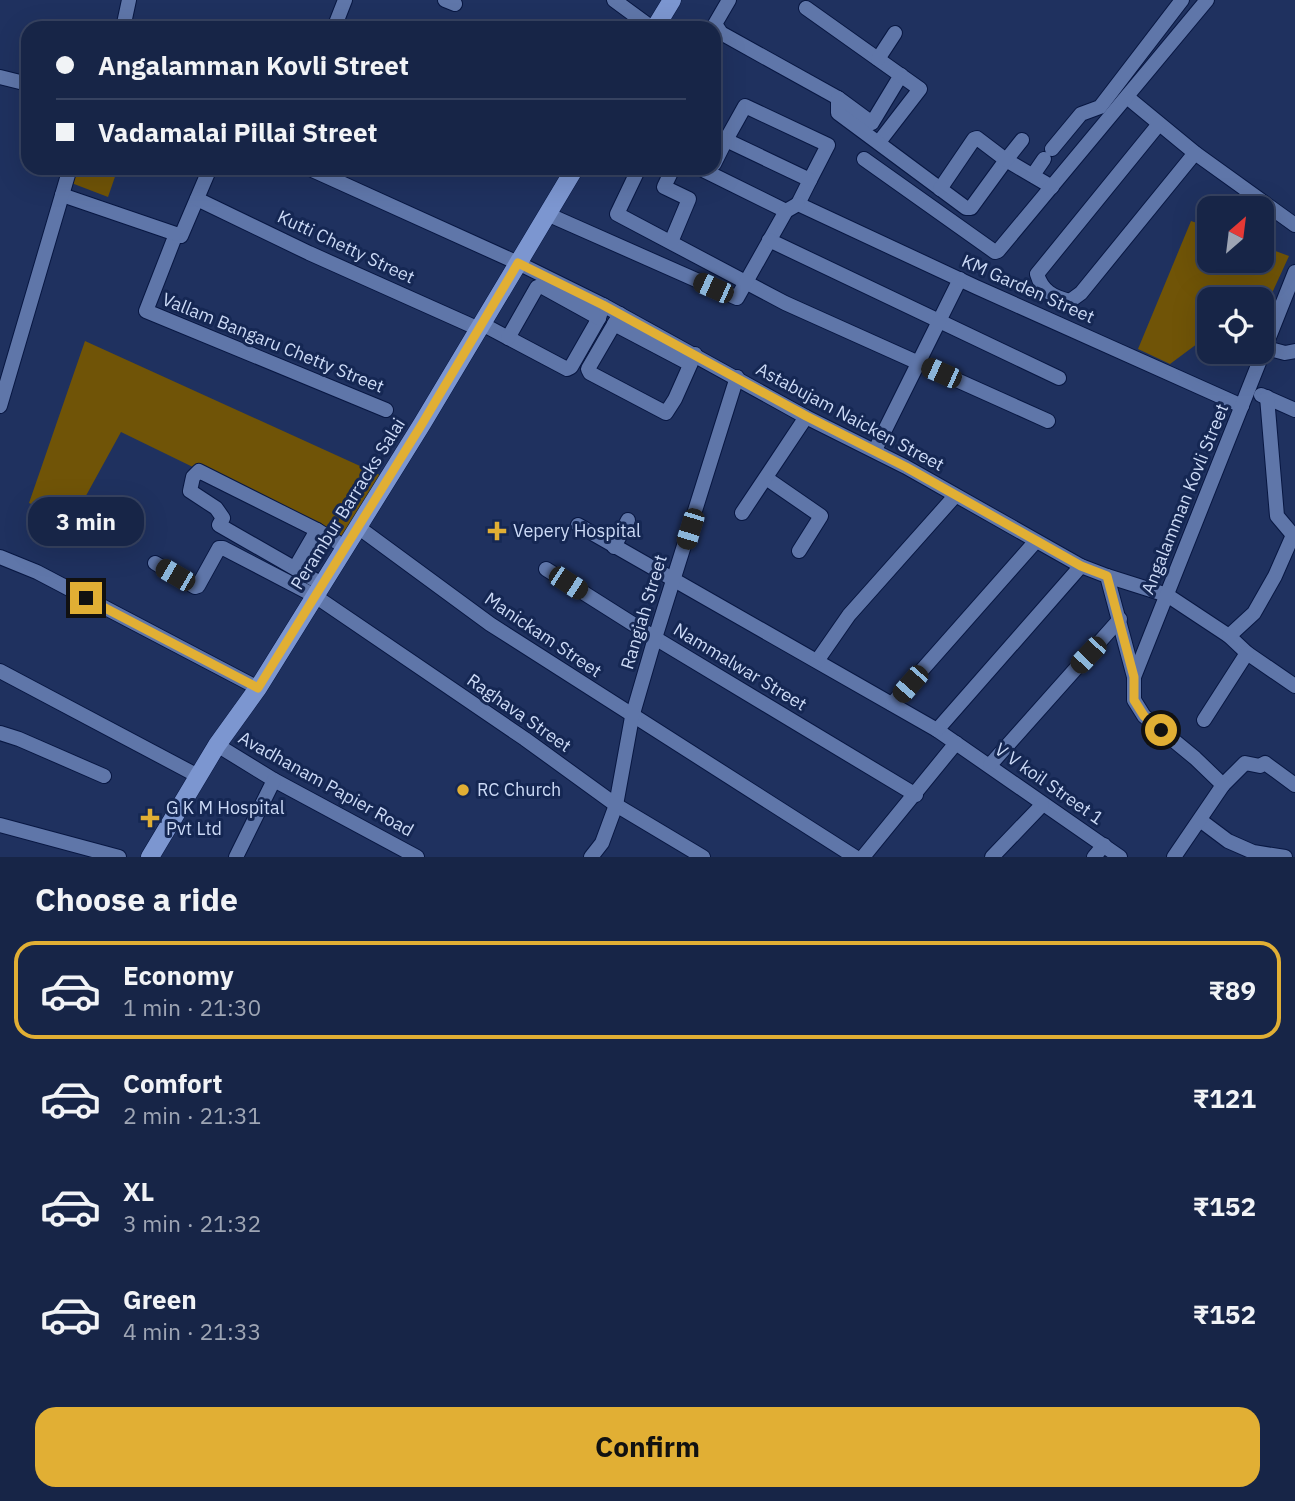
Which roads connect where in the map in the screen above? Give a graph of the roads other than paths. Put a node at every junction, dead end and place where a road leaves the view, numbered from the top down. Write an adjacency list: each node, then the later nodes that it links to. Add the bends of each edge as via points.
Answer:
1 (129, 0): 9 (street)
2 (614, 0): 11 (street)
3 (729, 0): 13 (street)
4 (1182, 0): 37 (street, via 1100,107 1081,114)
5 (1207, 0): 20 (street)
6 (342, 2): 10 (street)
7 (667, 2): 12 (main road)
8 (806, 8): 16 (street)
9 (124, 21)
10 (336, 21)
11 (644, 21)
12 (658, 21)
13 (717, 21)
14 (721, 33): 21 (street)
15 (895, 33): 16 (street)
16 (878, 59): 17 (street)
17 (901, 75): 21 (street, via 872,123); 25 (street, via 920,89)
18 (0, 77): 19 (street)
19 (21, 82)
20 (1127, 97): 22 (street); 39 (street)
21 (838, 99): 25 (street, via 838,113)
22 (1158, 124): 27 (street); 27 (street, via 1037,274 1041,286 1070,301 1081,293)
23 (726, 140): 26 (street); 38 (street); 38 (street, via 745,106 828,145)
24 (1021, 140): 29 (street)
25 (880, 142): 40 (street)
26 (721, 148)
27 (1195, 153): 45 (street)
28 (864, 159): 39 (street, via 995,252)
29 (1006, 160): 37 (street); 40 (street, via 969,209); 40 (street, via 975,138)
30 (721, 174): 43 (street, KM Garden Street)
31 (68, 175): 41 (street)
32 (207, 175): 42 (street)
33 (324, 175): 49 (street, Astabujam Naicken Street)
34 (571, 175): 44 (main road, Perambur Barracks Salai)
35 (636, 175): 48 (street, via 617,214)
36 (670, 175): 48 (street, via 664,187 689,199)
37 (1033, 176): 39 (street)
38 (810, 180): 43 (street)
39 (1052, 187)
40 (940, 189)
41 (62, 195): 46 (street); 68 (street)
42 (197, 199): 46 (street, via 181,236); 56 (street, Kutti Chetty Street)
43 (792, 208): 47 (street); 51 (street, KM Garden Street)
44 (547, 214): 49 (main road, Perambur Barracks Salai); 52 (street, via 737,298)
45 (1295, 225)
46 (176, 234): 70 (street, Vallam Bangaru Chetty Street, via 146,311)
47 (769, 240): 52 (street); 55 (street)
48 (671, 242): 52 (street)
49 (518, 263): 53 (street, Astabujam Naicken Street); 56 (main road, Perambur Barracks Salai)
50 (1295, 272): 57 (street, Angalamman Kovli Street)
51 (960, 279): 55 (street); 69 (street, KM Garden Street)
52 (747, 282): 62 (street)
53 (601, 311): 54 (street, Astabujam Naicken Street); 58 (street, via 541,286); 58 (street, Kutti Chetty Street, via 567,369)
54 (617, 319): 61 (street, Astabujam Naicken Street); 61 (street, via 588,371 664,412 670,409)
55 (941, 321): 62 (street); 65 (street)
56 (480, 326): 58 (street, Kutti Chetty Street); 80 (main road, Perambur Barracks Salai)
57 (1274, 327)
58 (508, 338)
59 (1274, 350): 60 (street)
60 (1295, 351)
61 (693, 359): 64 (street, Astabujam Naicken Street)
62 (920, 363): 73 (street); 74 (street)
63 (1260, 364): 66 (street, Angalamman Kovli Street)
64 (737, 377): 72 (street, Astabujam Naicken Street); 93 (street, Rangiah Street)
65 (1059, 378)
66 (1249, 392): 67 (street); 69 (street, Angalamman Kovli Street)
67 (1267, 397): 71 (street); 82 (street, via 1277,516)
68 (0, 406)
69 (1242, 406): 95 (street, Angalamman Kovli Street)
70 (386, 410)
71 (1295, 410)
72 (806, 416): 74 (street, Astabujam Naicken Street); 75 (street)
73 (1048, 421)
74 (875, 450): 76 (street, Astabujam Naicken Street)
75 (766, 478): 77 (street); 86 (street, via 821,516)
76 (956, 496): 83 (street, Astabujam Naicken Street); 100 (street, via 849,615)
77 (742, 513)
78 (628, 520): 85 (street)
79 (578, 525): 85 (street, V V koil Street 1)
80 (358, 527): 84 (main road, Perambur Barracks Salai); 106 (street, Manickam Street, via 490,624)
81 (317, 530): 84 (street); 90 (street); 90 (street, via 199,471 193,477 190,491 219,510 223,518 219,525)
82 (1294, 533): 97 (street, via 1254,613)
83 (1036, 541): 89 (street, Astabujam Naicken Street); 105 (street)
84 (345, 547): 94 (main road, Perambur Barracks Salai)
85 (614, 547): 93 (street, V V koil Street 1)
86 (799, 551)
87 (0, 557): 104 (street)
88 (155, 563): 94 (street, via 195,587 223,548)
89 (1081, 566): 92 (street, Astabujam Naicken Street); 108 (street)
90 (295, 568): 94 (street)
91 (546, 569): 98 (street, Nammalwar Street)
92 (1107, 576): 95 (street, Astabujam Naicken Street); 96 (street)
93 (674, 580): 98 (street, Rangiah Street); 100 (street, V V koil Street 1)
94 (319, 590): 104 (main road, Perambur Barracks Salai); 120 (street, Raghava Street)
95 (1167, 595): 97 (street, Astabujam Naicken Street); 102 (street, Angalamman Kovli Street)
96 (1120, 620): 102 (street); 112 (street)
97 (1229, 636): 99 (street, Astabujam Naicken Street)
98 (655, 638): 106 (street, Rangiah Street); 118 (street, Nammalwar Street)
99 (1247, 653): 103 (street, Astabujam Naicken Street); 107 (street)
100 (817, 661): 105 (street, V V koil Street 1)
101 (0, 671): 114 (street)
102 (1134, 677): 116 (street, via 1134,700 1144,716)
103 (1295, 686)
104 (258, 688): 111 (main road, Perambur Barracks Salai)
105 (892, 704): 108 (street, V V koil Street 1)
106 (632, 717): 120 (street, Rangiah Street); 131 (street, Manickam Street)
107 (1204, 720)
108 (937, 730): 110 (street, V V koil Street 1)
109 (0, 733): 113 (street)
110 (956, 743): 112 (street, V V koil Street 1); 118 (street)
111 (217, 745): 114 (main road, Perambur Barracks Salai); 115 (street, Avadhanam Papier Road)
112 (990, 765): 119 (street, V V koil Street 1)
113 (104, 776)
114 (198, 776): 127 (main road, Perambur Barracks Salai)
115 (274, 780): 128 (street); 129 (street, Avadhanam Papier Road)
116 (1223, 785): 117 (street, via 1245,763 1265,763); 121 (street)
117 (1295, 785)
118 (916, 795): 132 (street)
119 (1042, 804): 123 (street, V V koil Street 1); 133 (street)
120 (616, 805): 125 (street, Raghava Street); 130 (street, Rangiah Street, via 602,844)
121 (1200, 820): 124 (street); 135 (street)
122 (0, 825): 126 (street)
123 (1099, 851): 134 (street, V V koil Street 1)
124 (1251, 854): 136 (street)
125 (701, 856)
126 (119, 857)
127 (150, 857)
128 (236, 857)
129 (417, 857)
130 (591, 857)
131 (855, 857)
132 (863, 857)
133 (992, 857)
134 (1120, 857)
135 (1174, 857)
136 (1285, 857)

· · ·

# TASK DETAILS
Write out all the data exactly, minus pictures.

# SOLUTION FOR THIS TASK
Which roads connect where in the map in the screen above? Give a graph of the roads other than paths. Put a node at every junction, dead end and place where a road leaves the view, numbered from the top down. Write an adjacency list: each node, then the later nodes that it links to. Add the bends of each edge as via points.
Answer:
1 (129, 0): 9 (street)
2 (614, 0): 11 (street)
3 (729, 0): 13 (street)
4 (1182, 0): 37 (street, via 1100,107 1081,114)
5 (1207, 0): 20 (street)
6 (342, 2): 10 (street)
7 (667, 2): 12 (main road)
8 (806, 8): 16 (street)
9 (124, 21)
10 (336, 21)
11 (644, 21)
12 (658, 21)
13 (717, 21)
14 (721, 33): 21 (street)
15 (895, 33): 16 (street)
16 (878, 59): 17 (street)
17 (901, 75): 21 (street, via 872,123); 25 (street, via 920,89)
18 (0, 77): 19 (street)
19 (21, 82)
20 (1127, 97): 22 (street); 39 (street)
21 (838, 99): 25 (street, via 838,113)
22 (1158, 124): 27 (street); 27 (street, via 1037,274 1041,286 1070,301 1081,293)
23 (726, 140): 26 (street); 38 (street); 38 (street, via 745,106 828,145)
24 (1021, 140): 29 (street)
25 (880, 142): 40 (street)
26 (721, 148)
27 (1195, 153): 45 (street)
28 (864, 159): 39 (street, via 995,252)
29 (1006, 160): 37 (street); 40 (street, via 969,209); 40 (street, via 975,138)
30 (721, 174): 43 (street, KM Garden Street)
31 (68, 175): 41 (street)
32 (207, 175): 42 (street)
33 (324, 175): 49 (street, Astabujam Naicken Street)
34 (571, 175): 44 (main road, Perambur Barracks Salai)
35 (636, 175): 48 (street, via 617,214)
36 (670, 175): 48 (street, via 664,187 689,199)
37 (1033, 176): 39 (street)
38 (810, 180): 43 (street)
39 (1052, 187)
40 (940, 189)
41 (62, 195): 46 (street); 68 (street)
42 (197, 199): 46 (street, via 181,236); 56 (street, Kutti Chetty Street)
43 (792, 208): 47 (street); 51 (street, KM Garden Street)
44 (547, 214): 49 (main road, Perambur Barracks Salai); 52 (street, via 737,298)
45 (1295, 225)
46 (176, 234): 70 (street, Vallam Bangaru Chetty Street, via 146,311)
47 (769, 240): 52 (street); 55 (street)
48 (671, 242): 52 (street)
49 (518, 263): 53 (street, Astabujam Naicken Street); 56 (main road, Perambur Barracks Salai)
50 (1295, 272): 57 (street, Angalamman Kovli Street)
51 (960, 279): 55 (street); 69 (street, KM Garden Street)
52 (747, 282): 62 (street)
53 (601, 311): 54 (street, Astabujam Naicken Street); 58 (street, via 541,286); 58 (street, Kutti Chetty Street, via 567,369)
54 (617, 319): 61 (street, Astabujam Naicken Street); 61 (street, via 588,371 664,412 670,409)
55 (941, 321): 62 (street); 65 (street)
56 (480, 326): 58 (street, Kutti Chetty Street); 80 (main road, Perambur Barracks Salai)
57 (1274, 327)
58 (508, 338)
59 (1274, 350): 60 (street)
60 (1295, 351)
61 (693, 359): 64 (street, Astabujam Naicken Street)
62 (920, 363): 73 (street); 74 (street)
63 (1260, 364): 66 (street, Angalamman Kovli Street)
64 (737, 377): 72 (street, Astabujam Naicken Street); 93 (street, Rangiah Street)
65 (1059, 378)
66 (1249, 392): 67 (street); 69 (street, Angalamman Kovli Street)
67 (1267, 397): 71 (street); 82 (street, via 1277,516)
68 (0, 406)
69 (1242, 406): 95 (street, Angalamman Kovli Street)
70 (386, 410)
71 (1295, 410)
72 (806, 416): 74 (street, Astabujam Naicken Street); 75 (street)
73 (1048, 421)
74 (875, 450): 76 (street, Astabujam Naicken Street)
75 (766, 478): 77 (street); 86 (street, via 821,516)
76 (956, 496): 83 (street, Astabujam Naicken Street); 100 (street, via 849,615)
77 (742, 513)
78 (628, 520): 85 (street)
79 (578, 525): 85 (street, V V koil Street 1)
80 (358, 527): 84 (main road, Perambur Barracks Salai); 106 (street, Manickam Street, via 490,624)
81 (317, 530): 84 (street); 90 (street); 90 (street, via 199,471 193,477 190,491 219,510 223,518 219,525)
82 (1294, 533): 97 (street, via 1254,613)
83 (1036, 541): 89 (street, Astabujam Naicken Street); 105 (street)
84 (345, 547): 94 (main road, Perambur Barracks Salai)
85 (614, 547): 93 (street, V V koil Street 1)
86 (799, 551)
87 (0, 557): 104 (street)
88 (155, 563): 94 (street, via 195,587 223,548)
89 (1081, 566): 92 (street, Astabujam Naicken Street); 108 (street)
90 (295, 568): 94 (street)
91 (546, 569): 98 (street, Nammalwar Street)
92 (1107, 576): 95 (street, Astabujam Naicken Street); 96 (street)
93 (674, 580): 98 (street, Rangiah Street); 100 (street, V V koil Street 1)
94 (319, 590): 104 (main road, Perambur Barracks Salai); 120 (street, Raghava Street)
95 (1167, 595): 97 (street, Astabujam Naicken Street); 102 (street, Angalamman Kovli Street)
96 (1120, 620): 102 (street); 112 (street)
97 (1229, 636): 99 (street, Astabujam Naicken Street)
98 (655, 638): 106 (street, Rangiah Street); 118 (street, Nammalwar Street)
99 (1247, 653): 103 (street, Astabujam Naicken Street); 107 (street)
100 (817, 661): 105 (street, V V koil Street 1)
101 (0, 671): 114 (street)
102 (1134, 677): 116 (street, via 1134,700 1144,716)
103 (1295, 686)
104 (258, 688): 111 (main road, Perambur Barracks Salai)
105 (892, 704): 108 (street, V V koil Street 1)
106 (632, 717): 120 (street, Rangiah Street); 131 (street, Manickam Street)
107 (1204, 720)
108 (937, 730): 110 (street, V V koil Street 1)
109 (0, 733): 113 (street)
110 (956, 743): 112 (street, V V koil Street 1); 118 (street)
111 (217, 745): 114 (main road, Perambur Barracks Salai); 115 (street, Avadhanam Papier Road)
112 (990, 765): 119 (street, V V koil Street 1)
113 (104, 776)
114 (198, 776): 127 (main road, Perambur Barracks Salai)
115 (274, 780): 128 (street); 129 (street, Avadhanam Papier Road)
116 (1223, 785): 117 (street, via 1245,763 1265,763); 121 (street)
117 (1295, 785)
118 (916, 795): 132 (street)
119 (1042, 804): 123 (street, V V koil Street 1); 133 (street)
120 (616, 805): 125 (street, Raghava Street); 130 (street, Rangiah Street, via 602,844)
121 (1200, 820): 124 (street); 135 (street)
122 (0, 825): 126 (street)
123 (1099, 851): 134 (street, V V koil Street 1)
124 (1251, 854): 136 (street)
125 (701, 856)
126 (119, 857)
127 (150, 857)
128 (236, 857)
129 (417, 857)
130 (591, 857)
131 (855, 857)
132 (863, 857)
133 (992, 857)
134 (1120, 857)
135 (1174, 857)
136 (1285, 857)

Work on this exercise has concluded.